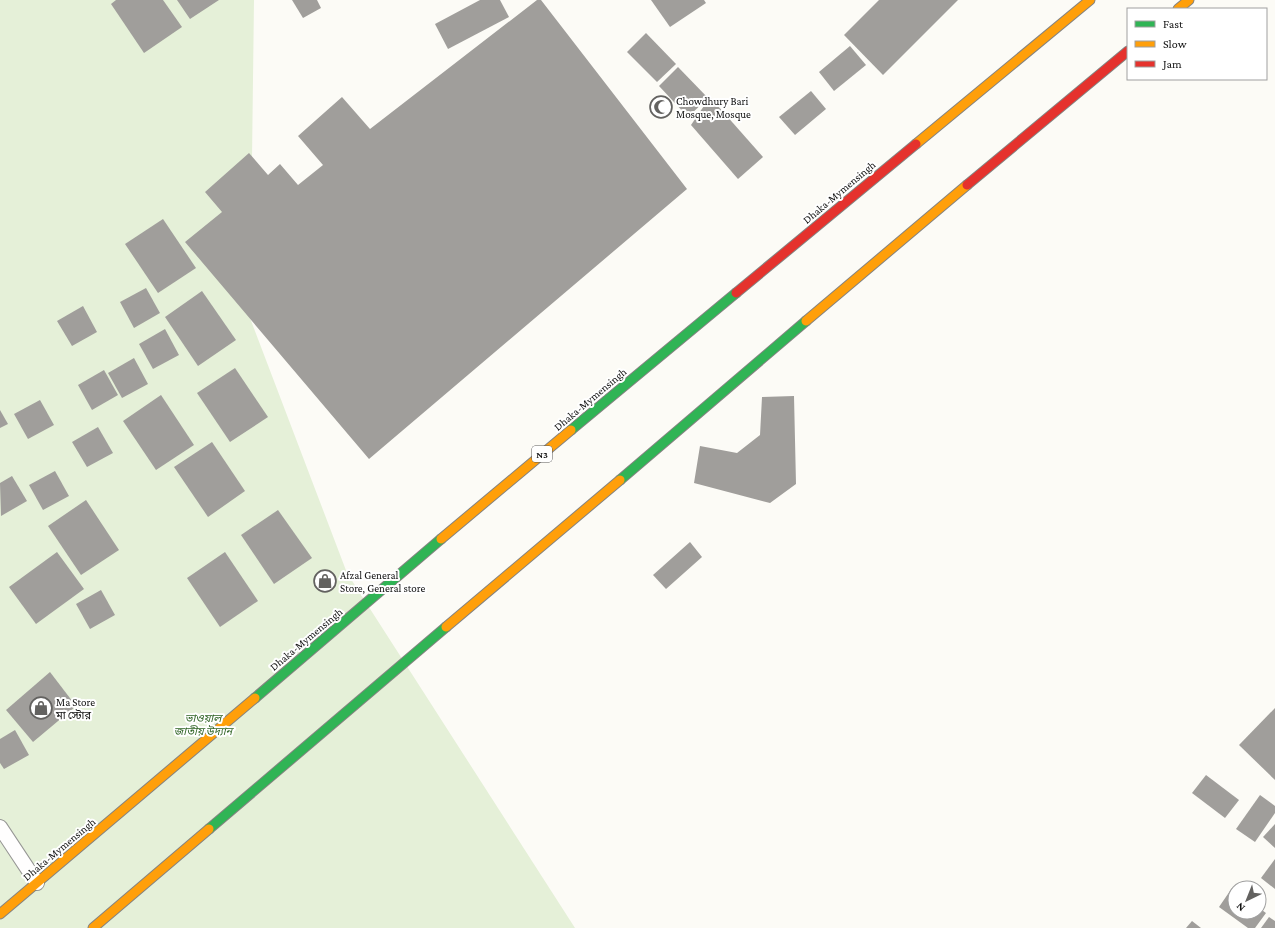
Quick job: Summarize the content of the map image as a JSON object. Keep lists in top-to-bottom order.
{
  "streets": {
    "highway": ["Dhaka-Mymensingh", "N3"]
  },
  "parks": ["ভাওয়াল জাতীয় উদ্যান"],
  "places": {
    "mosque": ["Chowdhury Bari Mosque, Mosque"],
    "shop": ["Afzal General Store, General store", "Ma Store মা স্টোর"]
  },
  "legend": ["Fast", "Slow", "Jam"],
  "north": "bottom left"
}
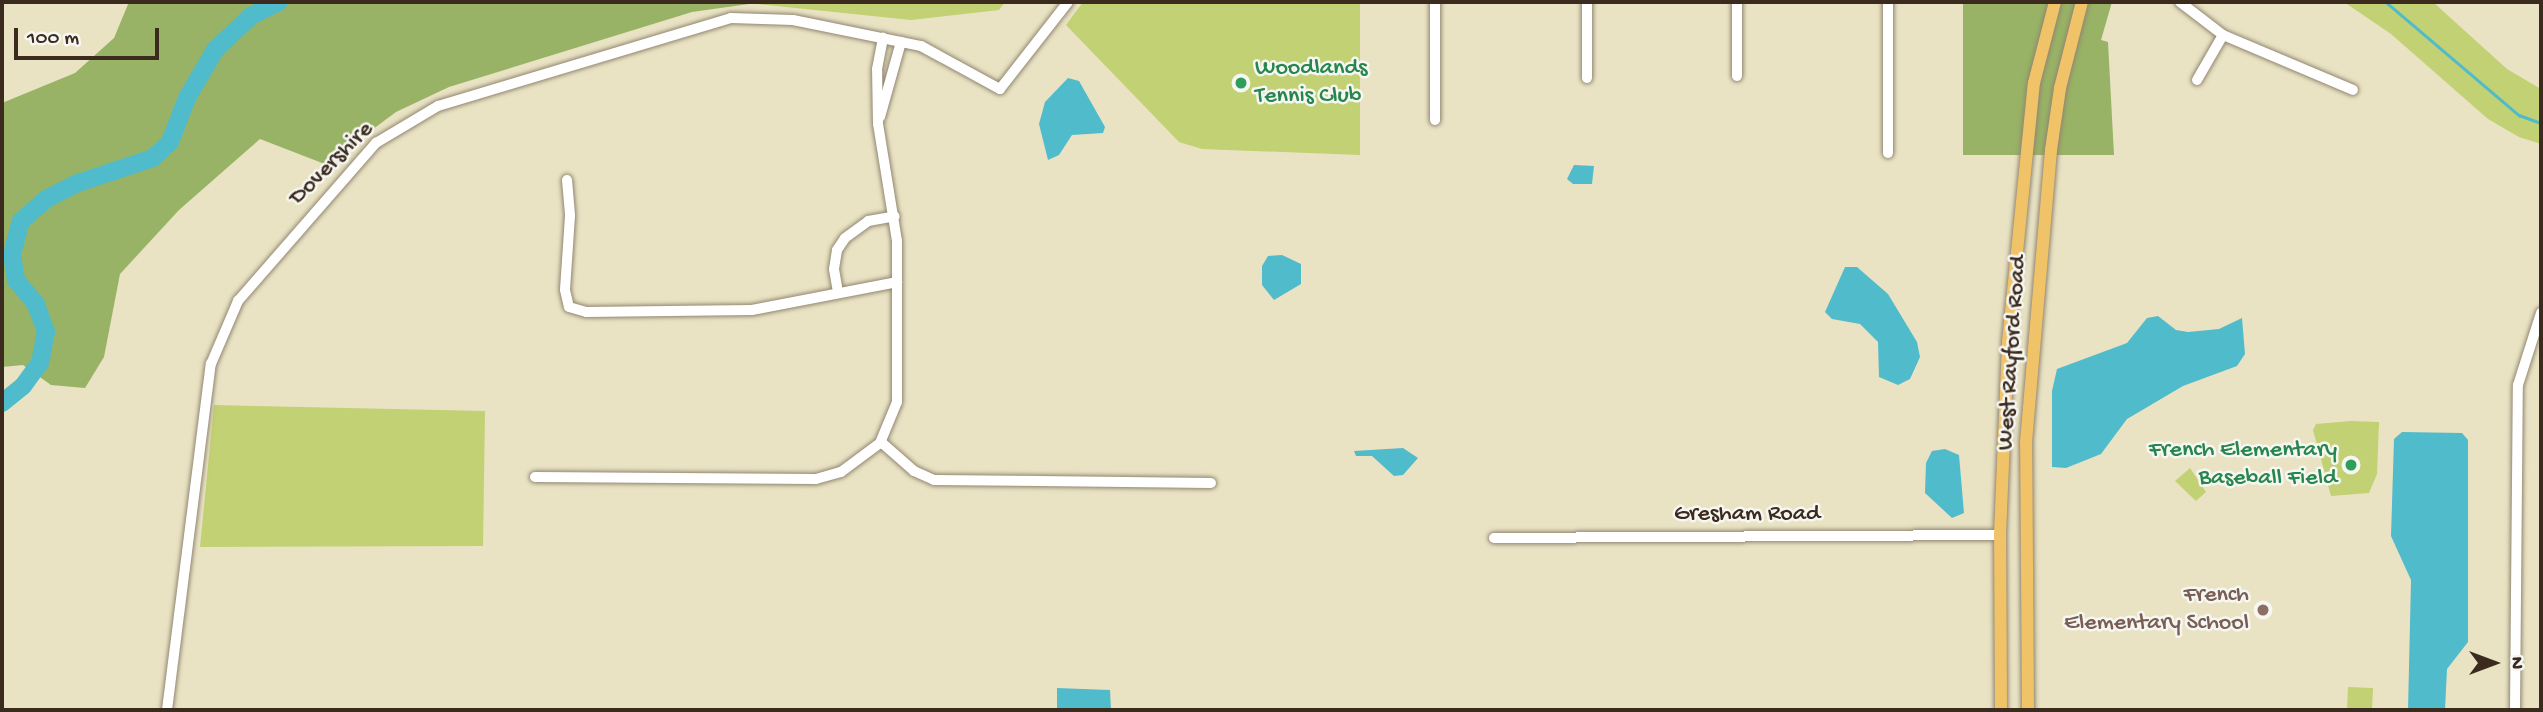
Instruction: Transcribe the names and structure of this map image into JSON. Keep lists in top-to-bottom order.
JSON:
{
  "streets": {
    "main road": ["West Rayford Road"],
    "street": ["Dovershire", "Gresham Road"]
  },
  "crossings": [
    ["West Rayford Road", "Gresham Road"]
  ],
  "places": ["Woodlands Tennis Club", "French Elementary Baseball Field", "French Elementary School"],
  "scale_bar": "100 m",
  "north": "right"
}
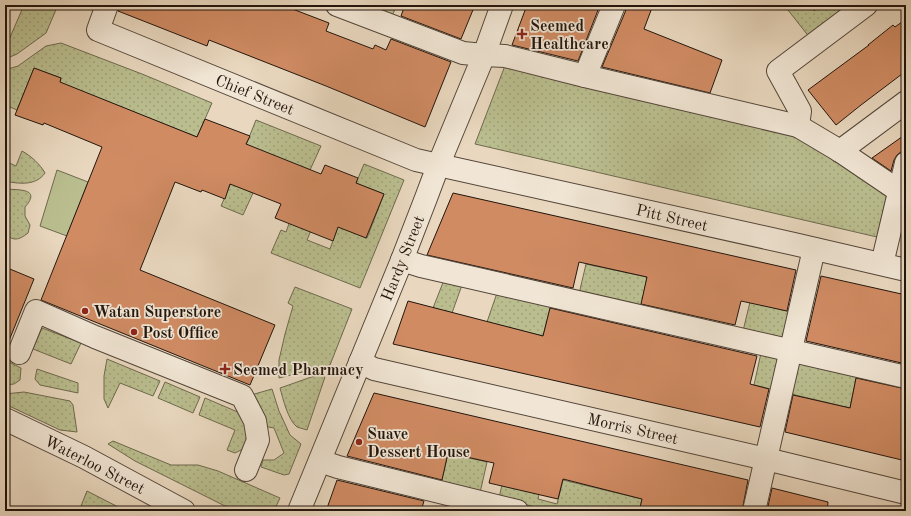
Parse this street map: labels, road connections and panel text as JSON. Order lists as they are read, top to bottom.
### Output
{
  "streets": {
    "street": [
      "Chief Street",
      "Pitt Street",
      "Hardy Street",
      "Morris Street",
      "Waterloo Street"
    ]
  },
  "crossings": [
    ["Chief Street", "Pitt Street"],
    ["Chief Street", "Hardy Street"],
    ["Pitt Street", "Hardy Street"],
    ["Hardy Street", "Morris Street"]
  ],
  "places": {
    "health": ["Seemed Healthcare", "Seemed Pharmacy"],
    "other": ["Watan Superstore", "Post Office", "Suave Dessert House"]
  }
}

::::

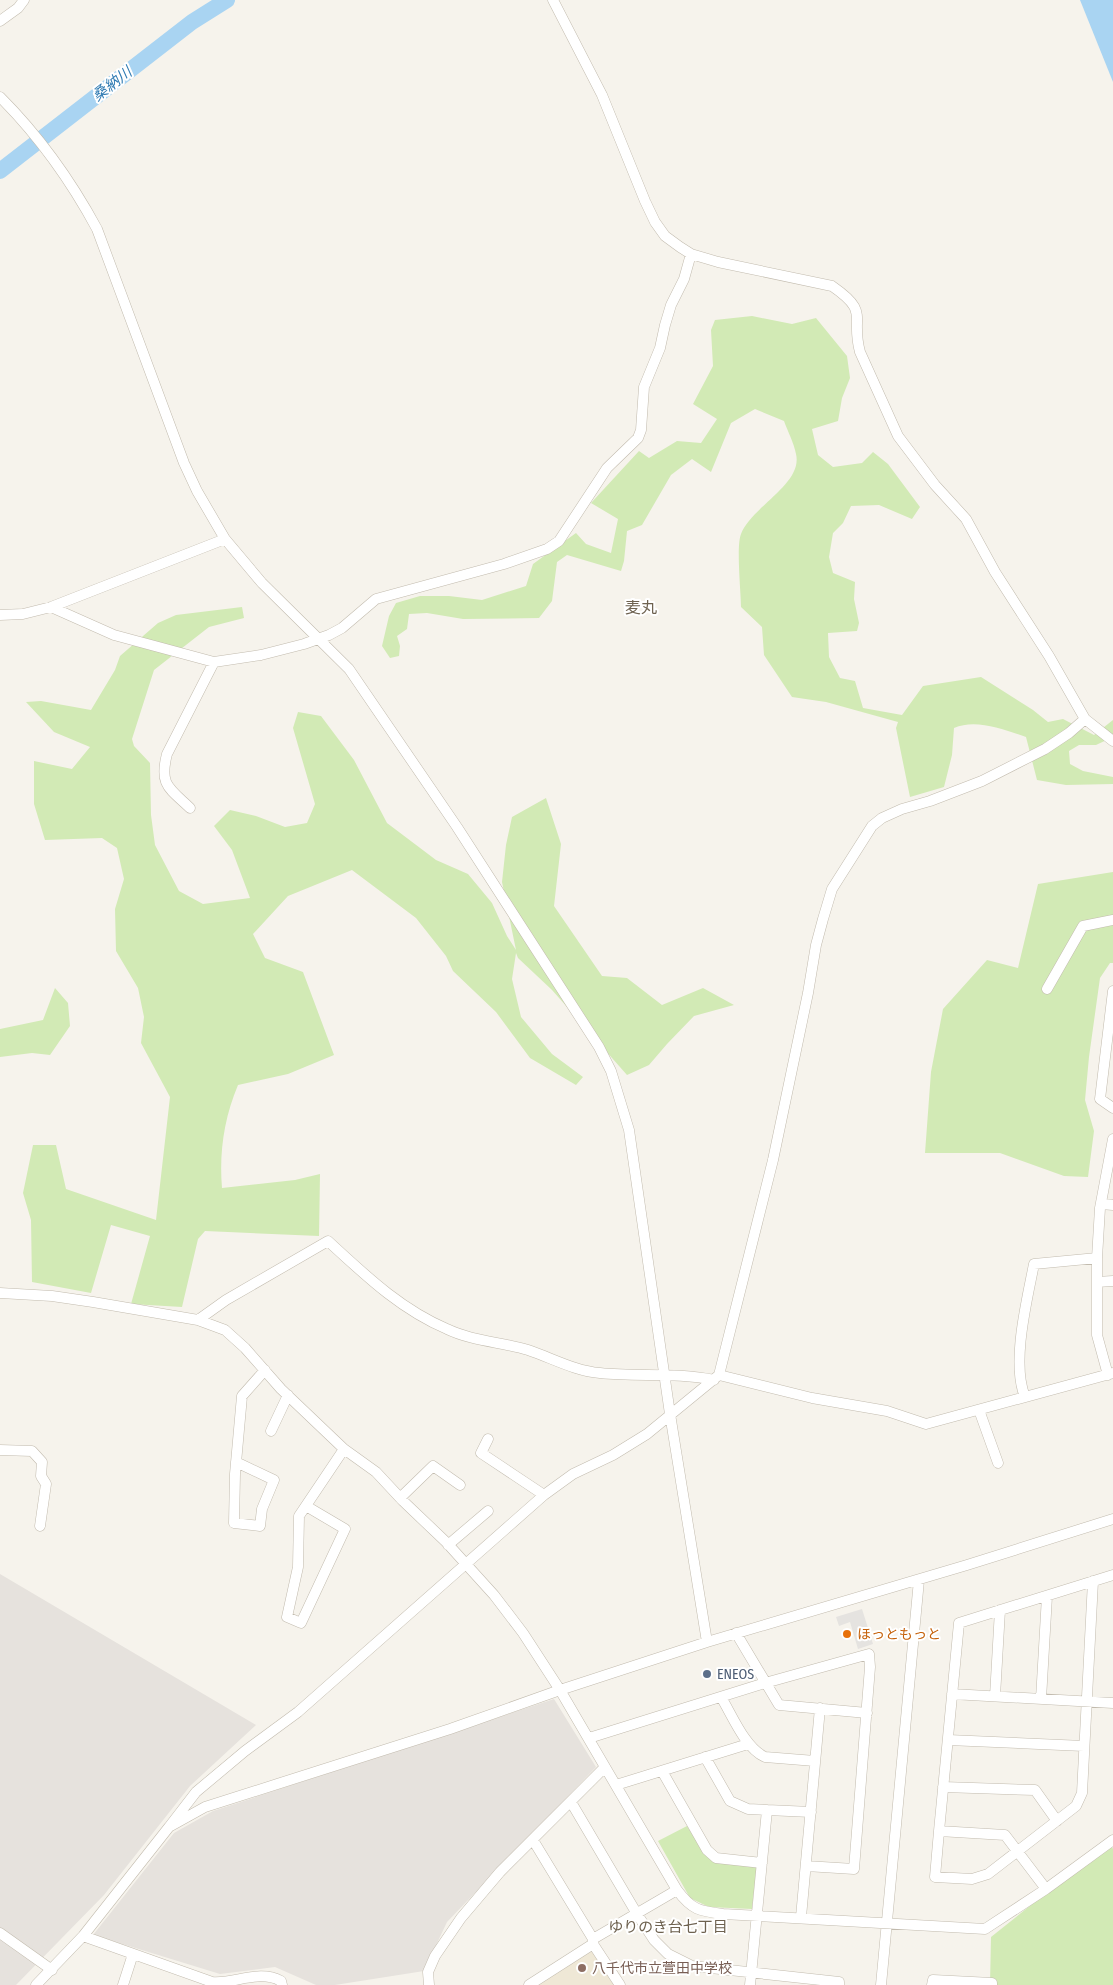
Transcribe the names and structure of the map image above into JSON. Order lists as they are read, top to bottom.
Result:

::::

Read through the entries and copy every line that includes "names".

• Output of the task
Instruction: Transcribe the names and structure of this map image into JSON. Keep lists in top-to-bottom order.
Transcribe the names and structure of the map image above into JSON. Order lists as they are read, top to bottom.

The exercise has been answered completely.